What you produce should be every line from the data that includes "name".

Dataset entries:
· · · · ·
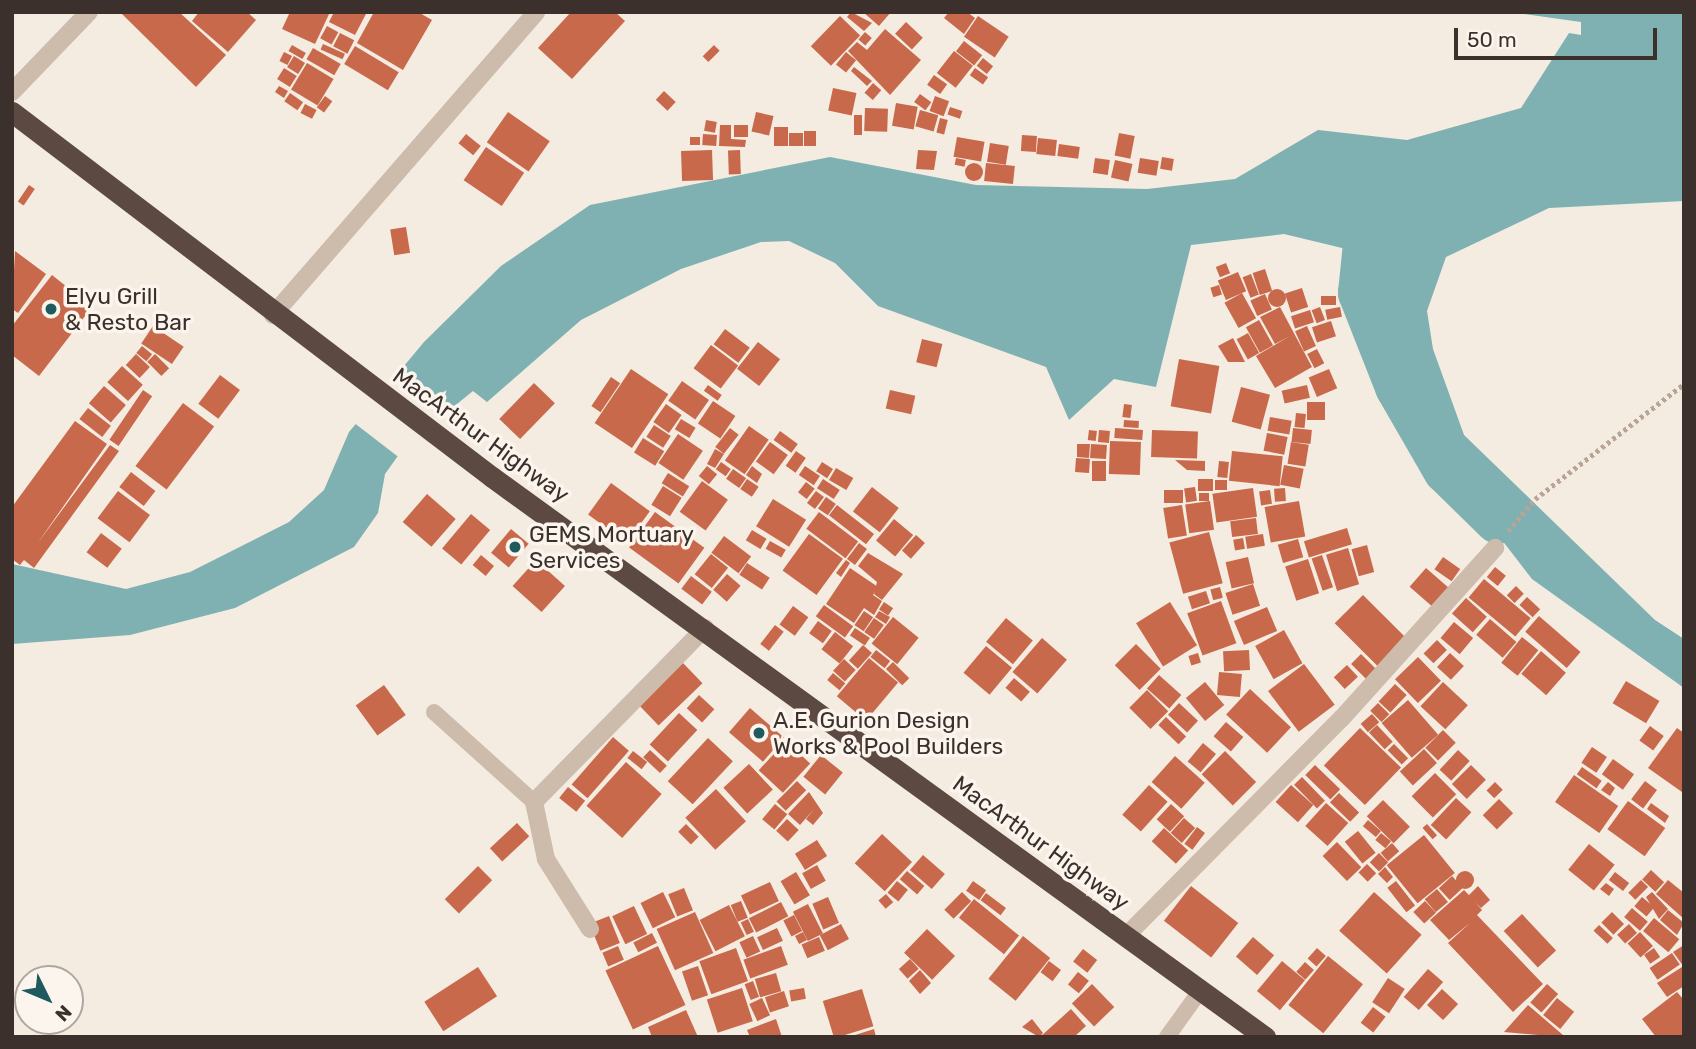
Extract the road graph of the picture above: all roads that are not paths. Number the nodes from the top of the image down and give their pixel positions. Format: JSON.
{"nodes":[{"id":1,"x":89,"y":12,"type":"edge"},
{"id":2,"x":536,"y":12,"type":"edge"},
{"id":3,"x":12,"y":92,"type":"edge"},
{"id":4,"x":12,"y":112,"type":"edge"},
{"id":5,"x":282,"y":321,"type":"junction"},
{"id":6,"x":1495,"y":548,"type":"road end"},
{"id":7,"x":705,"y":628,"type":"junction"},
{"id":8,"x":434,"y":712,"type":"dead end"},
{"id":9,"x":534,"y":802,"type":"junction"},
{"id":10,"x":590,"y":929,"type":"dead end"},
{"id":11,"x":1125,"y":937,"type":"junction"},
{"id":12,"x":1200,"y":991,"type":"junction"},
{"id":13,"x":1167,"y":1037,"type":"edge"},
{"id":14,"x":1265,"y":1037,"type":"edge"}],
"edges":[{"from":1,"to":3,"type":"street"},
{"from":2,"to":5,"type":"street"},
{"from":4,"to":5,"type":"highway","name":"MacArthur Highway"},
{"from":5,"to":7,"type":"highway","name":"MacArthur Highway"},
{"from":6,"to":11,"type":"street"},
{"from":7,"to":9,"type":"street"},
{"from":7,"to":11,"type":"highway","name":"MacArthur Highway"},
{"from":8,"to":9,"type":"lane"},
{"from":9,"to":10,"type":"street"},
{"from":11,"to":12,"type":"highway","name":"MacArthur Highway"},
{"from":12,"to":13,"type":"lane"},
{"from":12,"to":14,"type":"highway","name":"MacArthur Highway"}]}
· · · · ·
-- SOLUTION FOR THIS PROBLEM --
{"from":4,"to":5,"type":"highway","name":"MacArthur Highway"},
{"from":5,"to":7,"type":"highway","name":"MacArthur Highway"},
{"from":7,"to":11,"type":"highway","name":"MacArthur Highway"},
{"from":11,"to":12,"type":"highway","name":"MacArthur Highway"},
{"from":12,"to":14,"type":"highway","name":"MacArthur Highway"}]}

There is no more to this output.